(PROBLEM REQUIREMENTS) Report every line of the records that contains the word "strokeStyle".

(SUPPLIED DATA)
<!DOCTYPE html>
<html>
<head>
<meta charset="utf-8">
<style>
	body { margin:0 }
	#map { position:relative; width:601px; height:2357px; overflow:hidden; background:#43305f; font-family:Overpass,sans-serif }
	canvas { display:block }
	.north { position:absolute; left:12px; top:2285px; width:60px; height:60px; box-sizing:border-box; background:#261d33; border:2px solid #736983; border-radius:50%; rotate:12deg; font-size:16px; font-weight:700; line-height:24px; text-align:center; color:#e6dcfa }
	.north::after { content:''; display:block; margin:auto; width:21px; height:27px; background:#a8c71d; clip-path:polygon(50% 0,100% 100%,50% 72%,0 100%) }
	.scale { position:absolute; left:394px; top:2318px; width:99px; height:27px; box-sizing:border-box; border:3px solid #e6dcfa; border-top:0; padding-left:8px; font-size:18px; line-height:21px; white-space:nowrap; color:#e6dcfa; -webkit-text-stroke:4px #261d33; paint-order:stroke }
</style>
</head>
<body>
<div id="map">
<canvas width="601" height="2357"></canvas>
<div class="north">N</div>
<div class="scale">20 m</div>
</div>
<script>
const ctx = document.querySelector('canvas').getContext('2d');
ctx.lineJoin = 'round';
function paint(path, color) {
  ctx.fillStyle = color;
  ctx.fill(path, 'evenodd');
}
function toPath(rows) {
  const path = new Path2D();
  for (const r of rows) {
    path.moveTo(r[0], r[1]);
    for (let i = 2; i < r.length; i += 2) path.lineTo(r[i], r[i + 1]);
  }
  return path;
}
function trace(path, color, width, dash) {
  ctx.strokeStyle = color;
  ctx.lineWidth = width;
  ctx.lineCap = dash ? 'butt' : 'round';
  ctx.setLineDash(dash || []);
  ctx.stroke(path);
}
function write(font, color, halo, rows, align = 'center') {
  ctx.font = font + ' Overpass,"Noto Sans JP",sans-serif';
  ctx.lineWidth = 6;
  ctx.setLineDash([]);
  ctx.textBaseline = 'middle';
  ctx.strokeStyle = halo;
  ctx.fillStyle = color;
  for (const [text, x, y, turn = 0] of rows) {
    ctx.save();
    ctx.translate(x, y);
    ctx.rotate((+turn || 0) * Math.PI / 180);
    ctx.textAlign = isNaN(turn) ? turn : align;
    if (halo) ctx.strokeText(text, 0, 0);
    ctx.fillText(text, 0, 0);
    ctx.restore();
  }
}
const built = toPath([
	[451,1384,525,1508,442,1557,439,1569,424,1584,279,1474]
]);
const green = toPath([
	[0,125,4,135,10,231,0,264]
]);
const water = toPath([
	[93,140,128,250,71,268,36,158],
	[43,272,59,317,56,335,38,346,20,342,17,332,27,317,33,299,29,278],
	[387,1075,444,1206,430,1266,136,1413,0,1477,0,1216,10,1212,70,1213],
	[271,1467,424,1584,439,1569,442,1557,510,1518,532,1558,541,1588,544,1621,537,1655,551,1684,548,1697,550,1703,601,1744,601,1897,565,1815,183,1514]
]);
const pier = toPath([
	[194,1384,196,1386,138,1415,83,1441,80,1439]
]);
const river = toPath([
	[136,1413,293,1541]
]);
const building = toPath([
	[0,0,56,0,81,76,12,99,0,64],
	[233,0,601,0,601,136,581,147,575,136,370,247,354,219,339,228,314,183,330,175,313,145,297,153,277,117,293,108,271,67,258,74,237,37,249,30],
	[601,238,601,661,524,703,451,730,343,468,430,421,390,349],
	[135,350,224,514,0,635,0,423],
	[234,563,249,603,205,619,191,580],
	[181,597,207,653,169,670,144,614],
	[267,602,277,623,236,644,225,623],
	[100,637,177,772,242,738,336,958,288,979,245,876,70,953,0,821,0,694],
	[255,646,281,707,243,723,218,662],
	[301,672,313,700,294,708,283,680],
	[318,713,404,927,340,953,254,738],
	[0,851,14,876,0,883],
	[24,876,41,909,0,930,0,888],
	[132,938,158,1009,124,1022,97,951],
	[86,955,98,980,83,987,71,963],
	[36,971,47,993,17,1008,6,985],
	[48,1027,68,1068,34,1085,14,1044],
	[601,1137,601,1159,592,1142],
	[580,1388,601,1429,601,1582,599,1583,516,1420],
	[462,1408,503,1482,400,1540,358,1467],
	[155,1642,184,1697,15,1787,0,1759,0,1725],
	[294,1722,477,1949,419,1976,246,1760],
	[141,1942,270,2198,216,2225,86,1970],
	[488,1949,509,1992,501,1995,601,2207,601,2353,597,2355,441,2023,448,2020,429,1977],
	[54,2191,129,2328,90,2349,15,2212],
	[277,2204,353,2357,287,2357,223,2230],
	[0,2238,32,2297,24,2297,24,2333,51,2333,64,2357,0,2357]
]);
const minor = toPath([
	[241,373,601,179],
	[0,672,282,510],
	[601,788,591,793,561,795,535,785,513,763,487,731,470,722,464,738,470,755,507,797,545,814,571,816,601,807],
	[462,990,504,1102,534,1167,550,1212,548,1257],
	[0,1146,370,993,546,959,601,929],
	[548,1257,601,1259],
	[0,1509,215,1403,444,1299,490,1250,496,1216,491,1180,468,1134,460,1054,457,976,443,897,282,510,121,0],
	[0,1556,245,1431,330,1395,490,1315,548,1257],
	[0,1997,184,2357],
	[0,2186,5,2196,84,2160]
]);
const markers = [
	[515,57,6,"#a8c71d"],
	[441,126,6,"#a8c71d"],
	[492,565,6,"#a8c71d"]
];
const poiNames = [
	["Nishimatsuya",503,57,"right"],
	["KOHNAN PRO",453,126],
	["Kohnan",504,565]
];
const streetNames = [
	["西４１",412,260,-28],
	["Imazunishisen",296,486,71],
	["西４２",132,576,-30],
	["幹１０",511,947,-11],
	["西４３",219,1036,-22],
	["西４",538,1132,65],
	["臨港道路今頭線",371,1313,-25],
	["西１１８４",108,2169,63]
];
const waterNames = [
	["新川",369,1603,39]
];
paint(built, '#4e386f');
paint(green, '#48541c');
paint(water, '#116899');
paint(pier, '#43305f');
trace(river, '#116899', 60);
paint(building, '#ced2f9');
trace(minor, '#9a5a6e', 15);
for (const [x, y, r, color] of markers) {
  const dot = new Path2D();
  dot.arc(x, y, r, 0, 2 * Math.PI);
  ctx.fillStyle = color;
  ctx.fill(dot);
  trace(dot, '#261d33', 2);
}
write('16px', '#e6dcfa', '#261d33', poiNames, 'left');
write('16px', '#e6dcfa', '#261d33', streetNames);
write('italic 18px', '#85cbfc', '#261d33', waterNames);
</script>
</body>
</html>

(WRITTEN REPLY)
  ctx.strokeStyle = color;
  ctx.strokeStyle = halo;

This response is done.